Dear Members of the Rutgers University-Newark Community:

As the world continues to process the horror of the violence that claimed so many innocent lives in Paris on Friday night, we, too, at Rutgers University – Newark feel profound shock and bewilderment.  Our minds go to other places – to Beirut and Kenya, to the children lost at sea seeking freedom, to the lives lost that so mattered in Ferguson and Baltimore and on, to the seemingly endless instances in our daily lives, on our campuses – even ours – when difference cloaks bigotry or just ignorance, when we fail to listen to the other, fail to give the respect they deserve and manage instead, perhaps without intent, to hurt those with whom we should be sharing one community.  How can this keep happening?

We sit here, in a city made global by waves of migration over many generations, a place whose heart beats to a rhythm of opportunity-seeking that knows no boundaries of land of origin, language, race, ethnicity, a gathering of peaceful peoples pursuing different faiths and common desires.  Yet we see also around us the scarring consequences of decade after decade, group after group, strangers to each other, enemies even within the same land, separated by an architecture of segregation, an economy of inequality, a politics of polarization, a dogma of intolerance.  We witness the loss of a new future, struck down.  And we wonder aloud, what we can do differently?

We can take seriously what we all know to be profoundly true, the diversity of our university and its home community with all its ties to heritages far and wide is the power we have – arguably the only power we have – to make a fairer, safer, more just, less violent, more peaceful future.  This is it, so what shall we do to act together in that power?

We shall answer the call of our students to rally in solidarity with other students facing racial harassment on campuses from Missouri to Ithaca and on, as they stand here echoing the courageous voices of the Black Organization of Students at Conklin Hall and the Minority Student Program at the Law School.

Join me as I join too, and do so, as they call us to do, with an eye toward looking too at ourselves, for we have the benefit of numbers here, the vibrancy of much diversity, but not the luxury of complacency. We must examine how hard it is, every day, for each of us, to move from the insularity of difference to the breadth of real conversations, when we live with the ghosts of a long past with an even longer reach, as I wrote about in August.  Can we do this together?
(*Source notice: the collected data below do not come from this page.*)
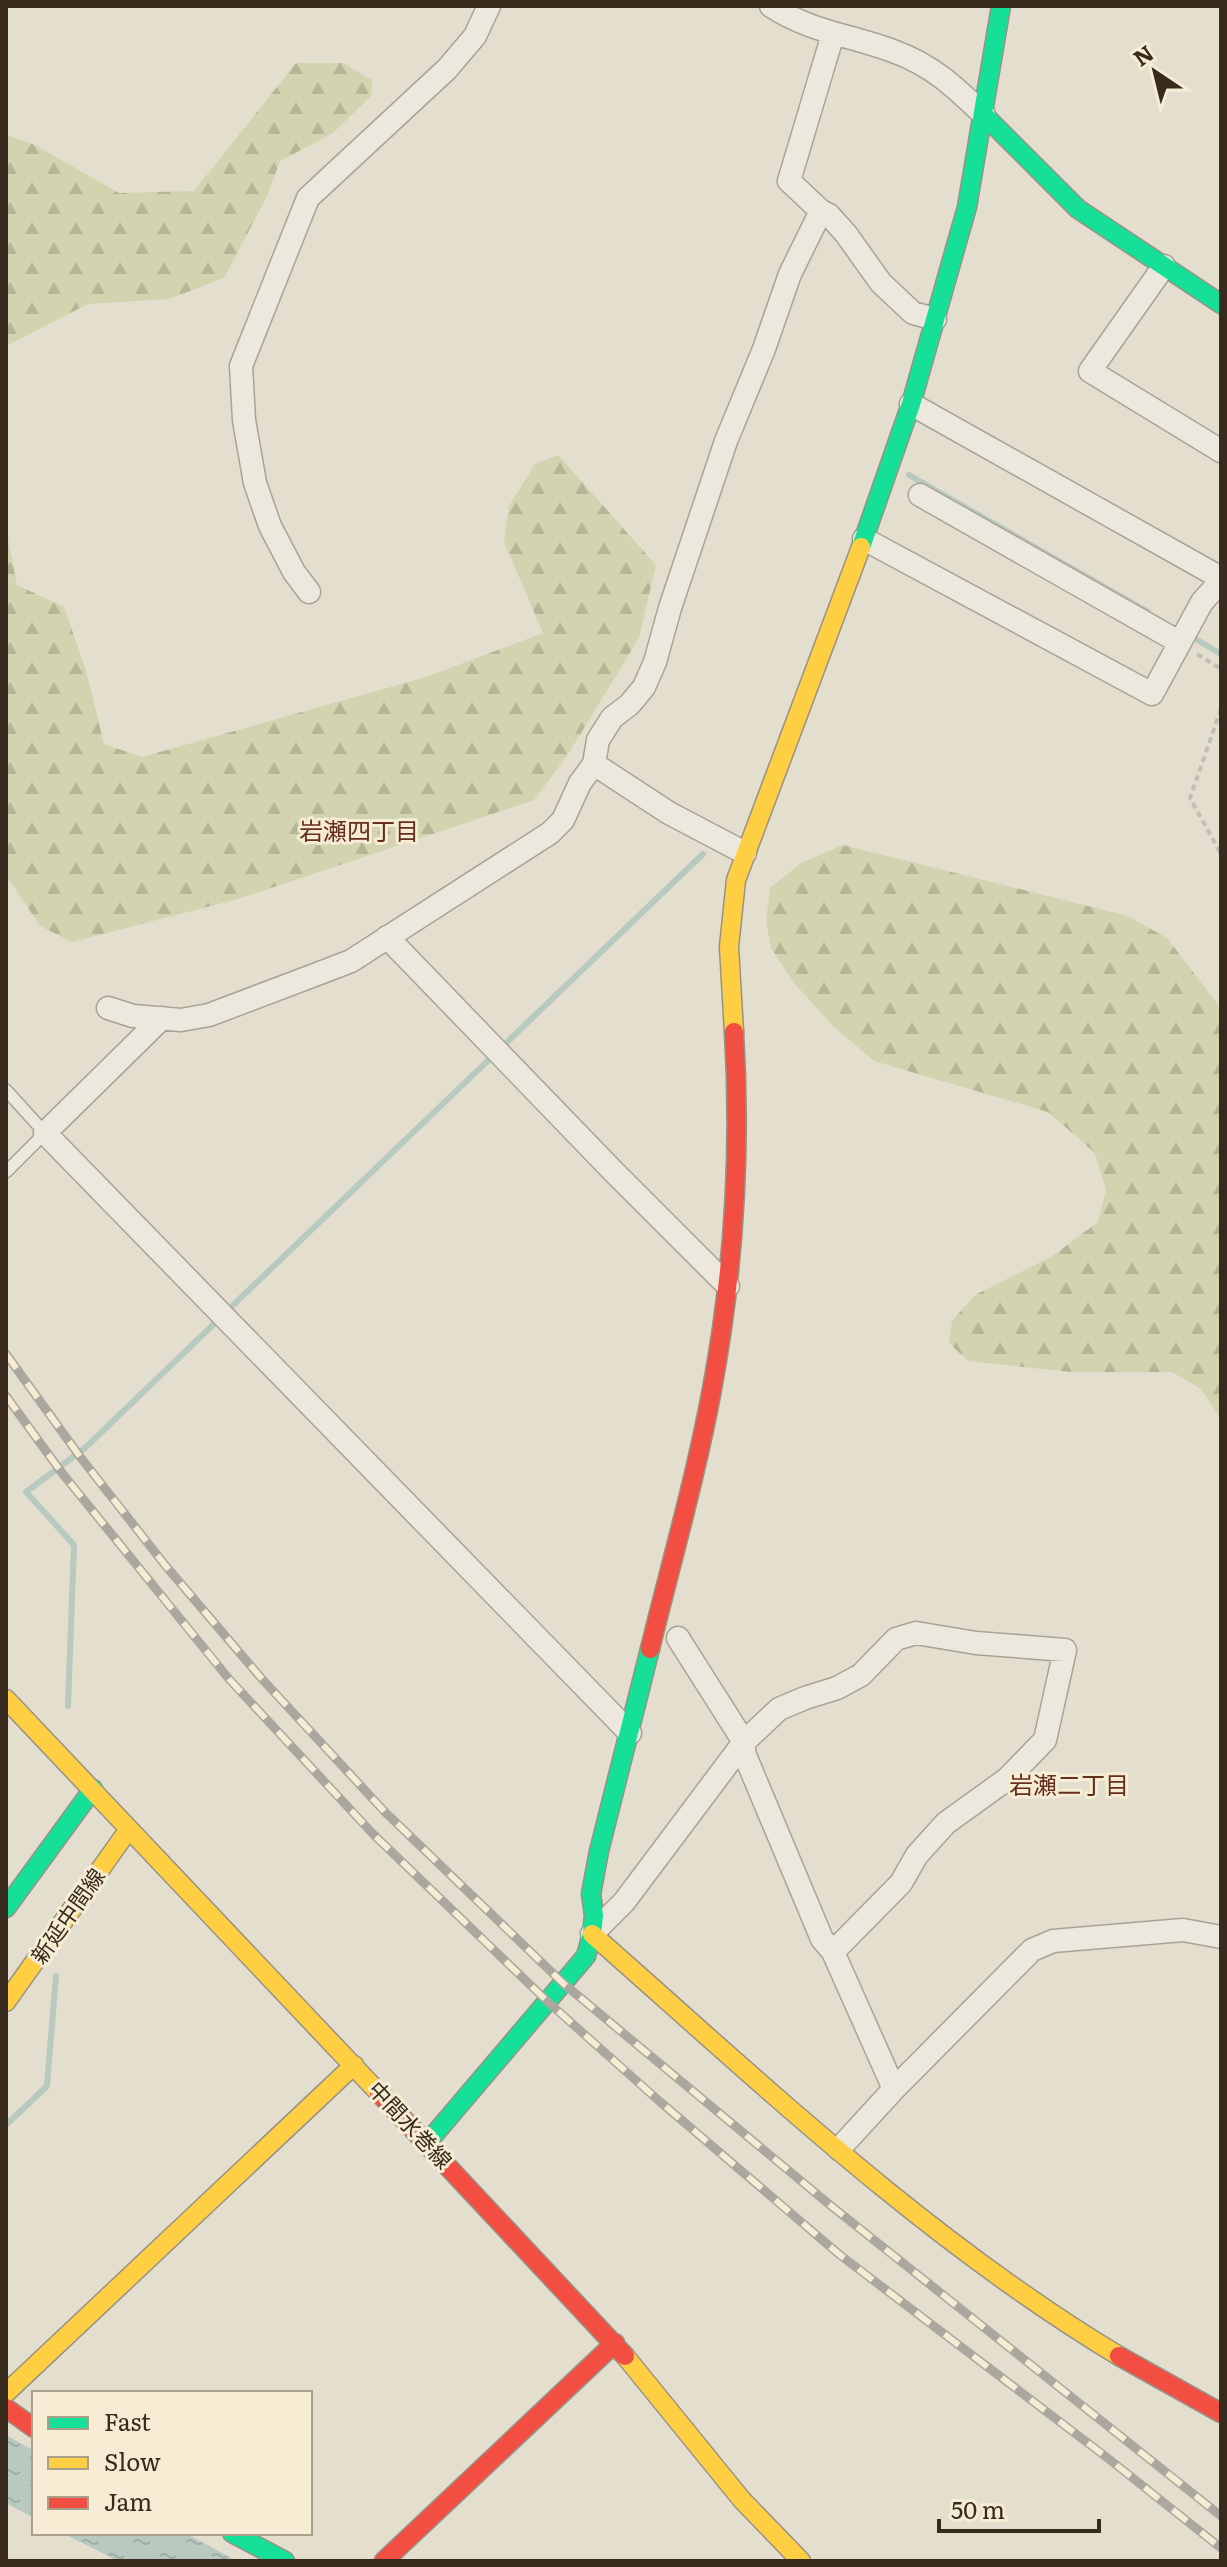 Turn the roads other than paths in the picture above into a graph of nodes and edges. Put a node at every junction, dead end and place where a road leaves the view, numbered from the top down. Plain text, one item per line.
1 (489, 6) edge
2 (771, 6) edge
3 (1001, 6) edge
4 (833, 34) junction
5 (984, 115) junction
6 (821, 211) junction
7 (1164, 266) junction
8 (1221, 304) edge
9 (935, 319) junction
10 (911, 404) junction
11 (1221, 451) edge
12 (920, 495) dead end
13 (864, 539) junction
14 (1221, 580) edge
15 (309, 592) dead end
16 (1179, 642) junction
17 (594, 764) junction
18 (745, 853) junction
19 (387, 937) junction
20 (108, 1008) dead end
21 (162, 1018) junction
22 (6, 1090) edge
23 (45, 1133) junction
24 (6, 1172) edge
25 (728, 1286) junction
26 (678, 1638) dead end
27 (6, 1699) edge
28 (630, 1733) junction
29 (744, 1742) junction
30 (93, 1789) junction
31 (129, 1829) junction
32 (6, 1908) edge
33 (592, 1934) junction
34 (1221, 1937) edge
35 (833, 1952) junction
36 (6, 2002) edge
37 (354, 2065) junction
38 (894, 2089) junction
39 (427, 2143) junction
40 (839, 2149) junction
41 (615, 2343) junction
42 (6, 2393) edge
43 (6, 2408) edge
44 (1221, 2413) edge
45 (32, 2427) edge
46 (236, 2535) edge
47 (285, 2561) edge
48 (384, 2561) edge
49 (801, 2561) edge

1 - 15 street
2 - 4 street
3 - 5 street
4 - 5 street
4 - 6 street
5 - 7 street
5 - 9 street
6 - 9 street
6 - 17 street
7 - 8 street
7 - 11 street
9 - 10 street
10 - 13 street
10 - 14 street
12 - 16 street
13 - 16 street
13 - 18 street
14 - 16 street
17 - 18 street
17 - 19 street
18 - 25 street
19 - 21 street
19 - 25 street
20 - 21 street
21 - 23 street
22 - 23 lane
23 - 24 lane
23 - 28 street
25 - 28 street
26 - 29 street
27 - 30 street, 中間水巻線
28 - 33 street
29 - 33 street
29 - 35 street
29 - 35 street
30 - 31 street, 中間水巻線
30 - 32 street
31 - 36 street, 新延中間線
31 - 37 street, 中間水巻線
33 - 39 street
33 - 40 street
34 - 38 street
35 - 38 street
37 - 39 street, 中間水巻線
37 - 42 street
38 - 40 street
39 - 41 street, 中間水巻線
40 - 44 street
41 - 48 street
41 - 49 street, 中間水巻線
43 - 45 street
46 - 47 street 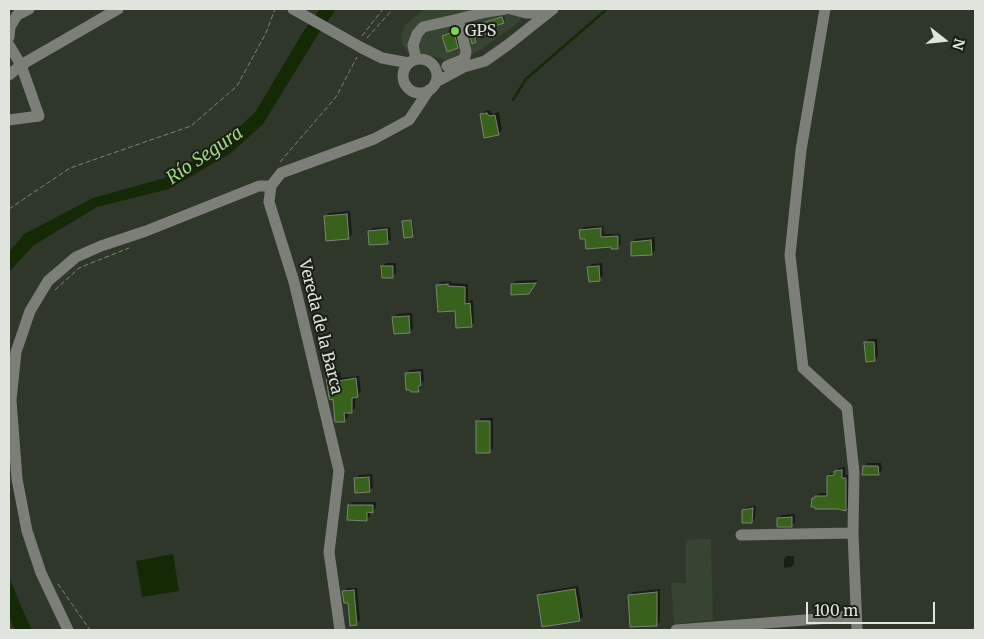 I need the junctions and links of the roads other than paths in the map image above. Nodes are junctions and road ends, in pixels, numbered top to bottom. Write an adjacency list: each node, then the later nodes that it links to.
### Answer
1 (29, 9): 10 (street)
2 (118, 9): 14 (street)
3 (293, 9): 12 (street)
4 (505, 9): 9 (street)
5 (511, 9): 6 (street)
6 (538, 9)
7 (553, 9): 17 (street)
8 (825, 9): 25 (street)
9 (458, 19): 13 (street); 16 (street)
10 (9, 37)
11 (9, 44): 14 (street)
12 (382, 58): 13 (street); 19 (street)
13 (413, 61): 15 (street); 19 (street)
14 (21, 65): 18 (street); 22 (street)
15 (434, 66): 16 (street); 20 (street)
16 (448, 66): 17 (street)
17 (464, 67): 20 (street)
18 (9, 75)
19 (403, 78): 21 (street)
20 (432, 86): 21 (street); 23 (street)
21 (413, 91): 23 (street)
22 (9, 120)
23 (409, 120): 24 (street)
24 (271, 186): 28 (street); 29 (street, Vereda de la Barca)
25 (853, 533): 26 (street); 27 (street)
26 (741, 535)
27 (856, 616): 30 (street); 31 (street)
28 (68, 630)
29 (340, 630)
30 (676, 630)
31 (857, 630) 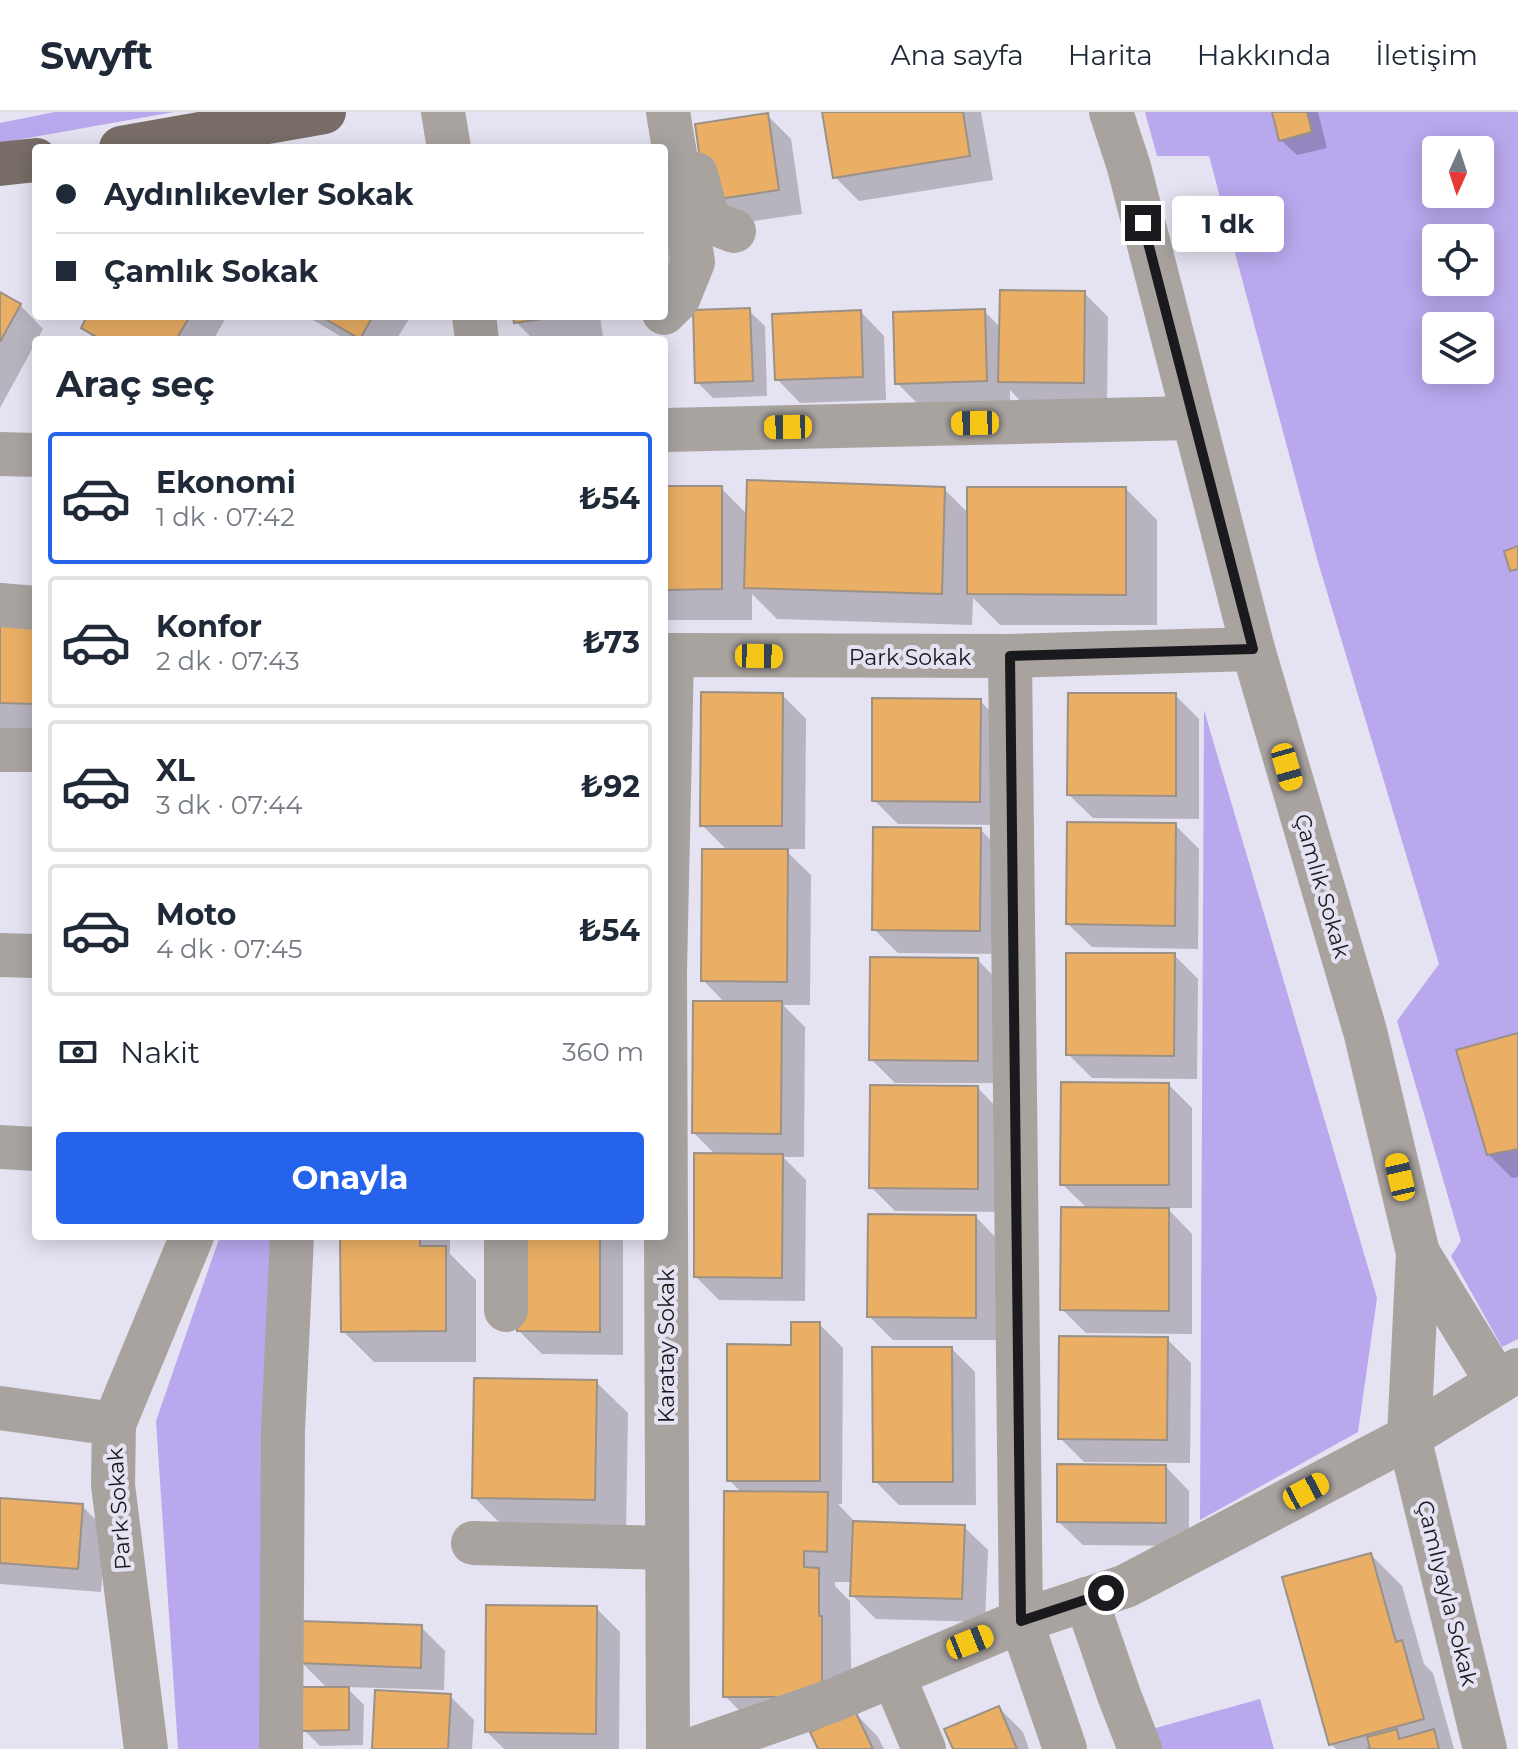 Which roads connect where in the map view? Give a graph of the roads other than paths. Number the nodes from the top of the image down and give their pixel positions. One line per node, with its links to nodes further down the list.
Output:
1 (324, 112): 6 (main road)
2 (443, 112): 7 (street)
3 (668, 112): 11 (street)
4 (687, 112): 10 (street)
5 (1111, 112): 14 (street, Çamlık Sokak)
6 (144, 144)
7 (448, 144)
8 (32, 160): 9 (main road)
9 (0, 164)
10 (734, 231)
11 (668, 308)
12 (656, 320): 13 (street)
13 (644, 336)
14 (1192, 418): 15 (street); 20 (street, Çamlık Sokak)
15 (668, 430)
16 (0, 454): 17 (street)
17 (32, 455)
18 (0, 605): 19 (street)
19 (32, 608)
20 (1253, 649): 22 (street, Park Sokak); 33 (street, Çamlık Sokak)
21 (668, 655): 22 (street, Park Sokak)
22 (1010, 656): 42 (street)
23 (0, 750): 24 (street)
24 (32, 750)
25 (0, 955): 26 (street)
26 (32, 956)
27 (0, 1147): 28 (street)
28 (32, 1149)
29 (190, 1240): 37 (street, Park Sokak)
30 (292, 1240): 45 (street)
31 (506, 1240): 34 (street)
32 (665, 1240): 40 (street, Karatay Sokak)
33 (1418, 1253): 35 (street); 38 (street, Çamlık Sokak)
34 (506, 1310)
35 (1508, 1376): 38 (street)
36 (0, 1408): 37 (street)
37 (114, 1424): 44 (street, Park Sokak)
38 (1409, 1437): 41 (street); 51 (street, Çamlıyayla Sokak)
39 (473, 1543): 40 (street)
40 (667, 1548): 46 (street, Karatay Sokak)
41 (1086, 1599): 42 (street); 50 (street)
42 (1021, 1621): 43 (street); 49 (street)
43 (893, 1675): 47 (street); 48 (street)
44 (146, 1749)
45 (281, 1749)
46 (668, 1749)
47 (693, 1749)
48 (924, 1749)
49 (1065, 1749)
50 (1140, 1749)
51 (1485, 1749)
We need to, as the strategic plan study group on leveraging diversity asked us to, and as a new Commission on Diversity and Transformation, following their lead, and co-lead by Jerome Williams and Shirley Collado, will do going forward – scholars, activists, students, faculty, and staff will articulate what it means for us to be a place that values the freedom of expression and the responsibility of listening, so that we too can move forward to the heartbeat of opportunity and the inspiration of excellence built on the power of difference coming together.  If we are the ones we’ve been waiting for, let’s not wait any longer.